Wednesday, July 23, 2014

Refactoring away the blues

As a developer, one of my greatest tools is the ability to refactor away and redesign an API after it was initially written. Making it more fundamentally easier to understand and use. But there is also another side of the coin that we don't touch upon quite often. Making it more flexible.

The flexibility I am touching on, is turning a singleton code base into a non singleton and initiatable. Most importantly it is designed to be embedded and self contained. So already we see that this would have huge benefits.

So what spawned me to refactor? It was quite simple really. I didn't want to finish it. I didn't want to finish my live reload program. For me this is quite concerning because it is the key component to my future development with Cmsed. And making it reloadable during runtime.

This for me is an important point to take note upon. I didn't realise while working on it, that it wasn't right. The tools weren't there from the outset design to make it possible. But majority of the code was right, just not how it was abstracted and interface designed.

Another issue, is my preference is to develop libraries and frameworks not programs.

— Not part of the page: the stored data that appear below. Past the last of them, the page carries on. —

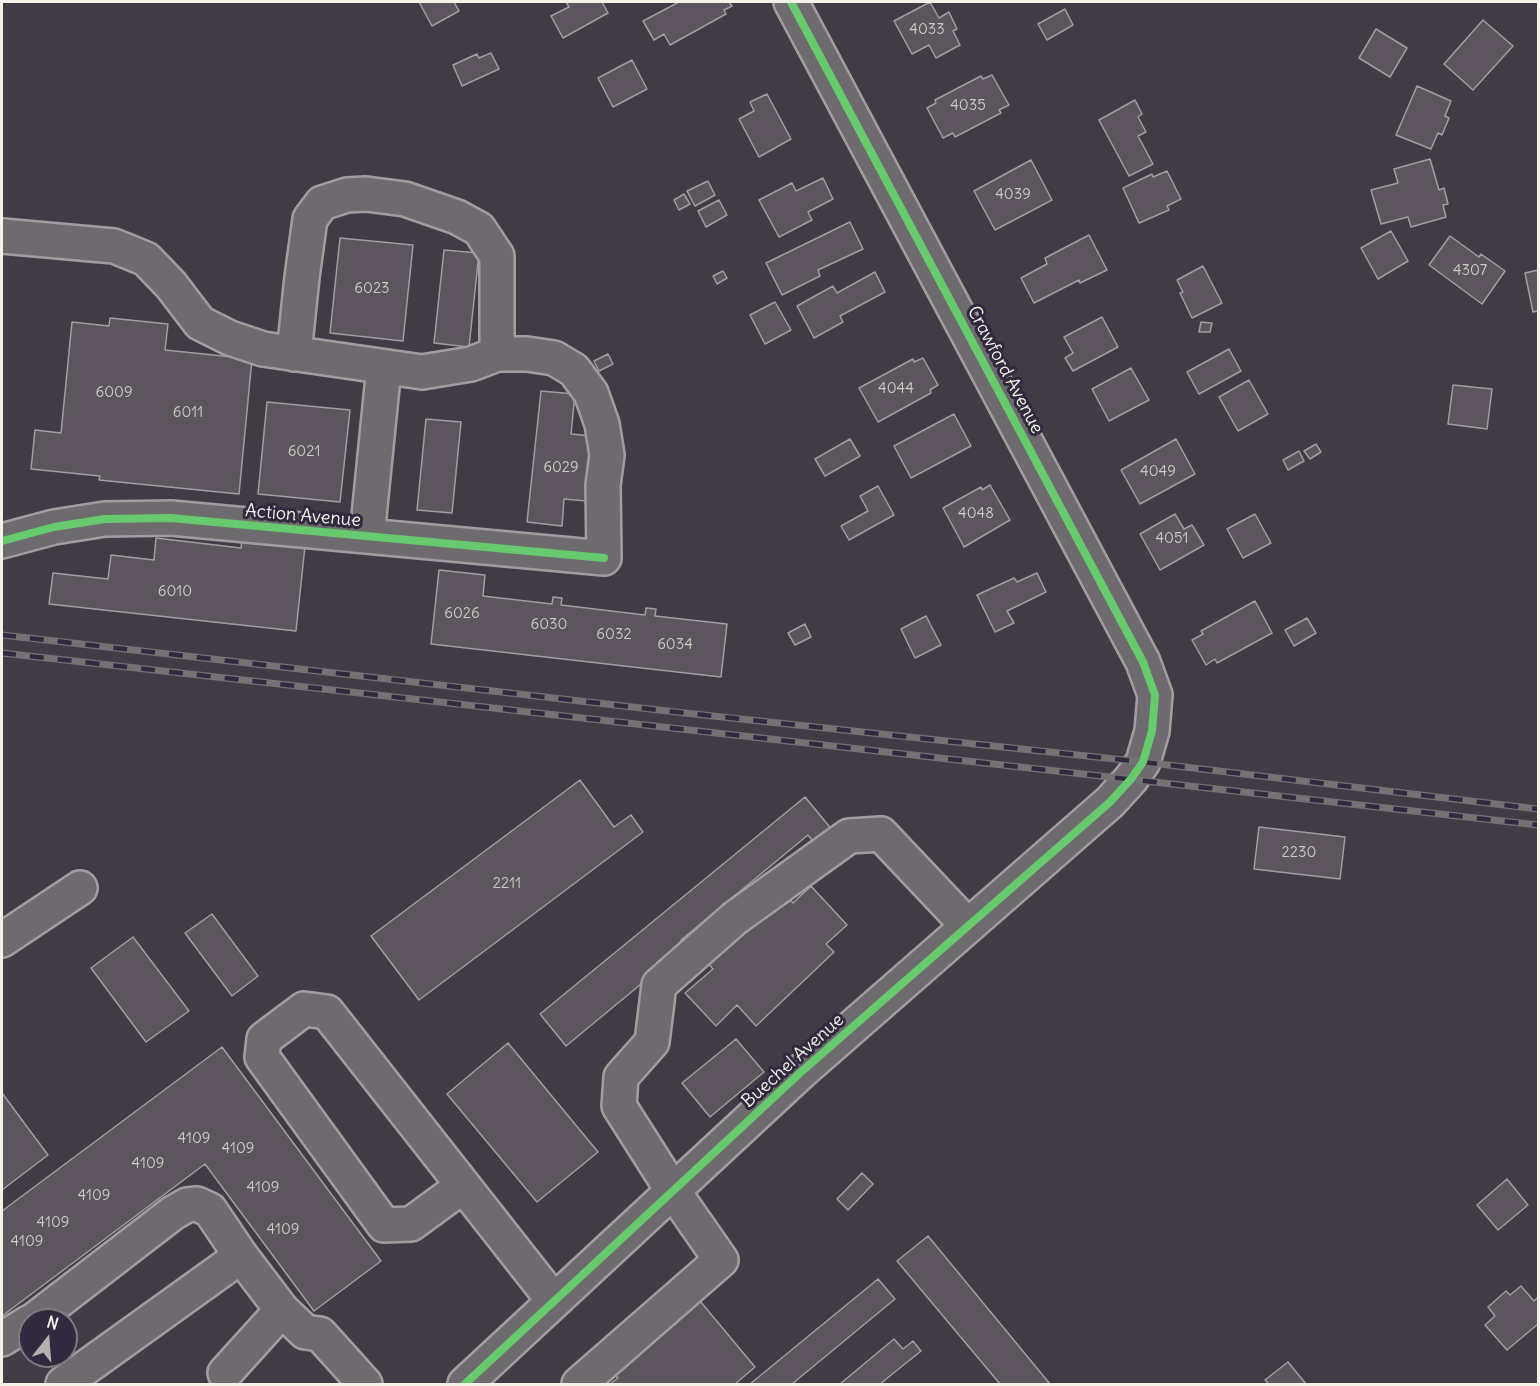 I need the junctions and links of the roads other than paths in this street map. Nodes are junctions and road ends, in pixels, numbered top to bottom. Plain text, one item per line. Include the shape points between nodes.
1 (791, 2) edge
2 (2, 236) edge
3 (294, 354) junction
4 (497, 354) junction
5 (384, 367) junction
6 (367, 536) junction
7 (2, 541) edge
8 (1143, 762) joint
9 (80, 888) dead end
10 (968, 926) junction
11 (2, 940) edge
12 (463, 1186) junction
13 (673, 1191) junction
14 (241, 1256) junction
15 (554, 1301) junction
16 (49, 1308) edge
17 (282, 1310) junction
18 (18, 1329) edge
19 (2, 1339) edge
20 (229, 1381) edge
21 (63, 1384) edge
22 (365, 1384) edge
23 (465, 1384) edge
24 (579, 1384) edge

1 - 8 street, Crawford Avenue via 1143,662 1155,695 1152,731
2 - 3 street via 114,246 146,259 200,323 263,350
3 - 4 street via 310,219 322,203 366,194 405,199 479,229 497,256
3 - 5 street
4 - 5 street via 471,364 422,372
4 - 6 street, Action Avenue via 554,358 574,370 591,393 607,455 603,485 604,558
5 - 6 street
6 - 7 street, Action Avenue via 171,518 105,519
8 - 10 street, Buechel Avenue via 1110,802
9 - 11 street
10 - 13 street, Buechel Avenue
10 - 13 street via 881,834 849,836 735,918 659,985 652,1042 621,1077 619,1106
12 - 12 street via 327,1012 304,1009 264,1039 262,1056 384,1225 411,1224
12 - 15 street
13 - 15 street, Buechel Avenue
13 - 24 street via 721,1260
14 - 16 street via 210,1209 187,1205
14 - 17 street
14 - 21 street
15 - 23 street, Buechel Avenue
17 - 20 street
17 - 22 street via 305,1332 320,1334
18 - 19 street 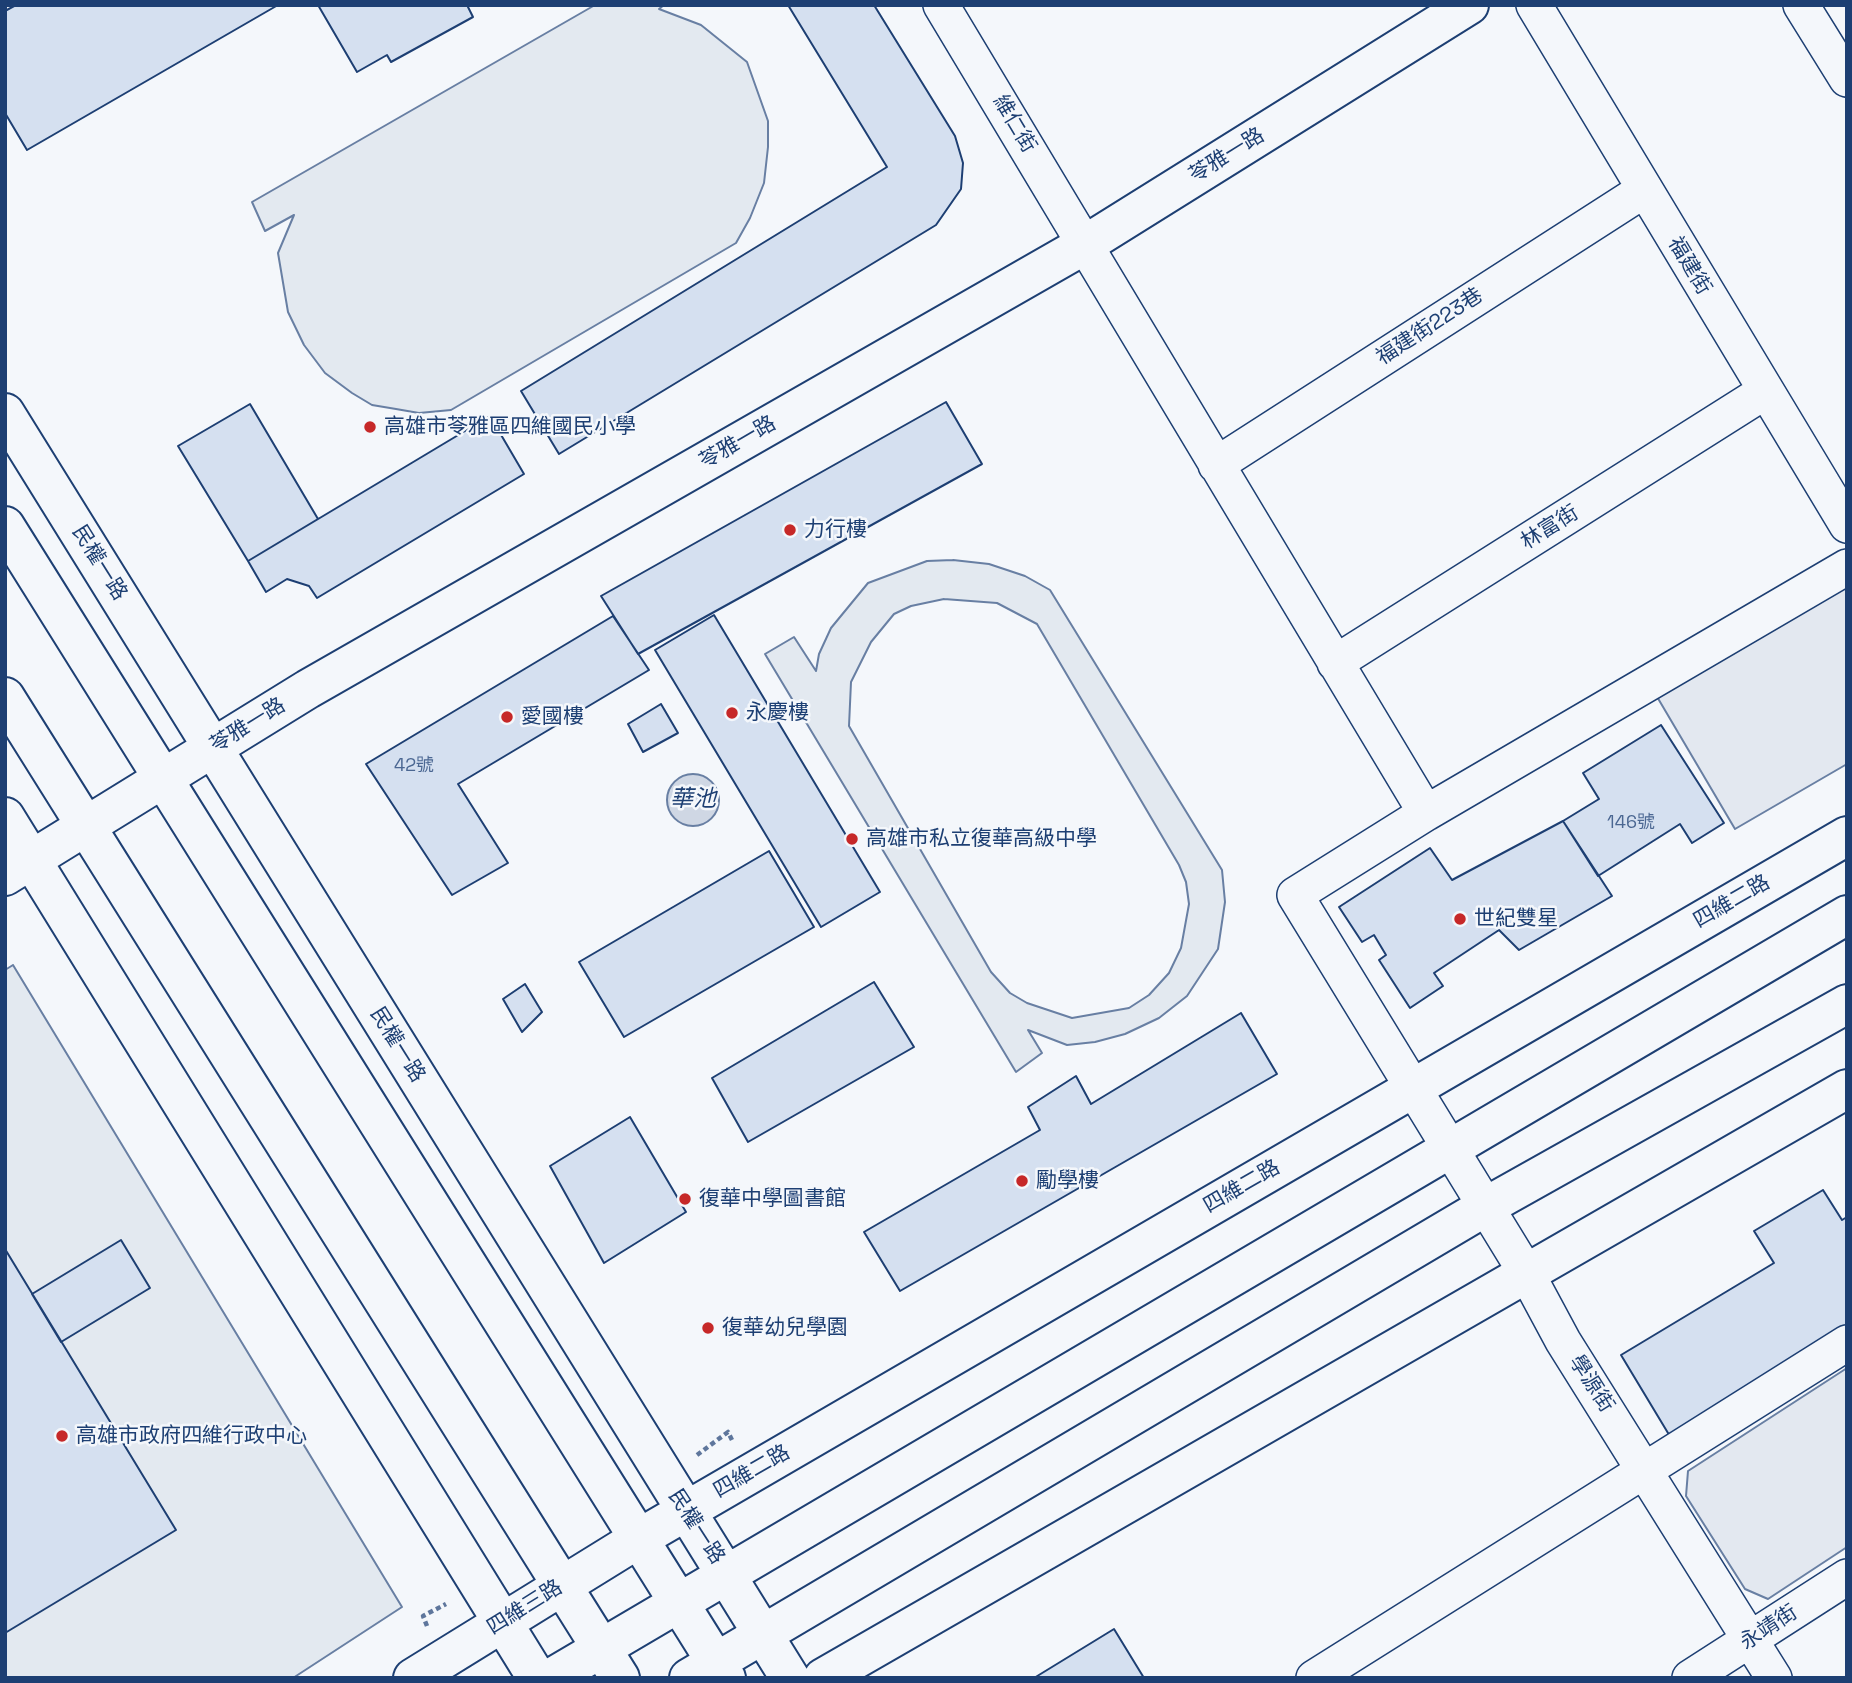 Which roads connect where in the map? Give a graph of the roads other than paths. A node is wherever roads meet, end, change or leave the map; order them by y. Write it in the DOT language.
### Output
graph roads {
  1 [pos="941,5"];
  2 [pos="1469,5"];
  3 [pos="1534,5"];
  4 [pos="1801,5"];
  5 [pos="1847,79"];
  6 [pos="1644,190"];
  7 [pos="1086,244"];
  8 [pos="1764,392"];
  9 [pos="5,412"];
  10 [pos="1216,465"];
  11 [pos="1847,525"];
  12 [pos="5,526"];
  13 [pos="1847,567"];
  14 [pos="1335,663"];
  15 [pos="5,697"];
  16 [pos="215,747"];
  17 [pos="165,778"];
  18 [pos="1426,813"];
  19 [pos="5,817"];
  20 [pos="84,826"];
  21 [pos="1847,836"];
  22 [pos="18,867"];
  23 [pos="1847,915"];
  24 [pos="1847,1004"];
  25 [pos="1413,1087"];
  26 [pos="1847,1089"];
  27 [pos="1449,1147"];
  28 [pos="1485,1208"];
  29 [pos="1527,1274"];
  30 [pos="1847,1343"];
  31 [pos="1647,1470"];
  32 [pos="687,1511"];
  33 [pos="638,1539"];
  34 [pos="726,1573"];
  35 [pos="1847,1577"];
  36 [pos="561,1586"];
  37 [pos="678,1601"];
  38 [pos="502,1622"];
  39 [pos="763,1634"];
  40 [pos="1751,1639"];
  41 [pos="610,1663"];
  42 [pos="710,1672"];
  43 [pos="413,1678"];
  44 [pos="537,1678"];
  45 [pos="551,1678"];
  46 [pos="790,1678"];
  47 [pos="823,1678"];
  48 [pos="1314,1678"];
  49 [pos="1690,1678"];
  50 [pos="1774,1678"];
  1 -- 7 [label="street, 維仁街"];
  2 -- 7 [label="street, 苓雅一路"];
  3 -- 6 [label="street, 福建街"];
  4 -- 5 [label="street"];
  6 -- 8 [label="street, 福建街"];
  6 -- 10 [label="street, 福建街223巷"];
  7 -- 10 [label="street, 維仁街"];
  7 -- 16 [label="street, 苓雅一路"];
  8 -- 11 [label="street, 福建街"];
  8 -- 14 [label="street, 林富街"];
  9 -- 16 [label="street, 民權一路"];
  10 -- 14 [label="street, 維仁街"];
  12 -- 17 [label="street"];
  13 -- 18 [label="street"];
  14 -- 18 [label="street, 維仁街"];
  15 -- 20 [label="street"];
  16 -- 17 [label="street, 苓雅一路"];
  16 -- 32 [label="street, 民權一路"];
  17 -- 20 [label="street, 苓雅一路"];
  17 -- 33 [label="street"];
  18 -- 25 [label="street, 學源街"];
  19 -- 22 [label="street"];
  20 -- 22 [label="street, 苓雅一路"];
  20 -- 36 [label="street"];
  21 -- 25 [label="street, 四維二路"];
  22 -- 38 [label="street"];
  23 -- 27 [label="street"];
  24 -- 28 [label="street"];
  25 -- 27 [label="street, 學源街"];
  25 -- 32 [label="street, 四維二路"];
  26 -- 29 [label="street"];
  27 -- 28 [label="street, 學源街"];
  27 -- 34 [label="street"];
  28 -- 29 [label="street, 學源街"];
  28 -- 39 [label="street"];
  29 -- 31 [label="street, 學源街"];
  29 -- 47 [label="street"];
  30 -- 31 [label="street"];
  31 -- 40 [label="street, 學源街"];
  31 -- 48 [label="street"];
  32 -- 33 [label="street, 四維二路"];
  32 -- 34 [label="street, 民權一路"];
  33 -- 36 [label="street, 四維三路"];
  33 -- 37 [label="street"];
  34 -- 37 [label="street"];
  34 -- 39 [label="street, 民權一路"];
  35 -- 40 [label="street, 永靖街"];
  36 -- 38 [label="street, 四維三路"];
  36 -- 41 [label="street"];
  37 -- 41 [label="street"];
  37 -- 42 [label="street"];
  38 -- 43 [label="street, 四維三路"];
  38 -- 44 [label="street"];
  39 -- 42 [label="street"];
  39 -- 46 [label="street, 民權一路"];
  40 -- 49 [label="street, 永靖街"];
  40 -- 50 [label="street, 學源街"];
  41 -- 45 [label="street"];
}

This is an interesting issue for me as I do not believe that majority of programs should be conceived as purely a tool to use. I believe they should be extended freely and interacted with, on any level the user decides. I was working on a tool that would have had a short life span, purely because it couldn't be extended easily.
While this preference can be seen as a weakness, I don't. As a weakness it means longer time to develop. But it also means a better developed program that has a higher chance of not failing. In other words, I care about quality more than quantity.

Most developers work on the basis on just getting something working that does the job. I've been there, a long time ago though. It does indeed get the job done. But its a lot more awful to look back on.
A great example of this is how PHP developers often work. Its common knowledge that a lot of PHP code is awfully written. Too much, to get the job done, not enough ahead of time thought into its design and making it robust.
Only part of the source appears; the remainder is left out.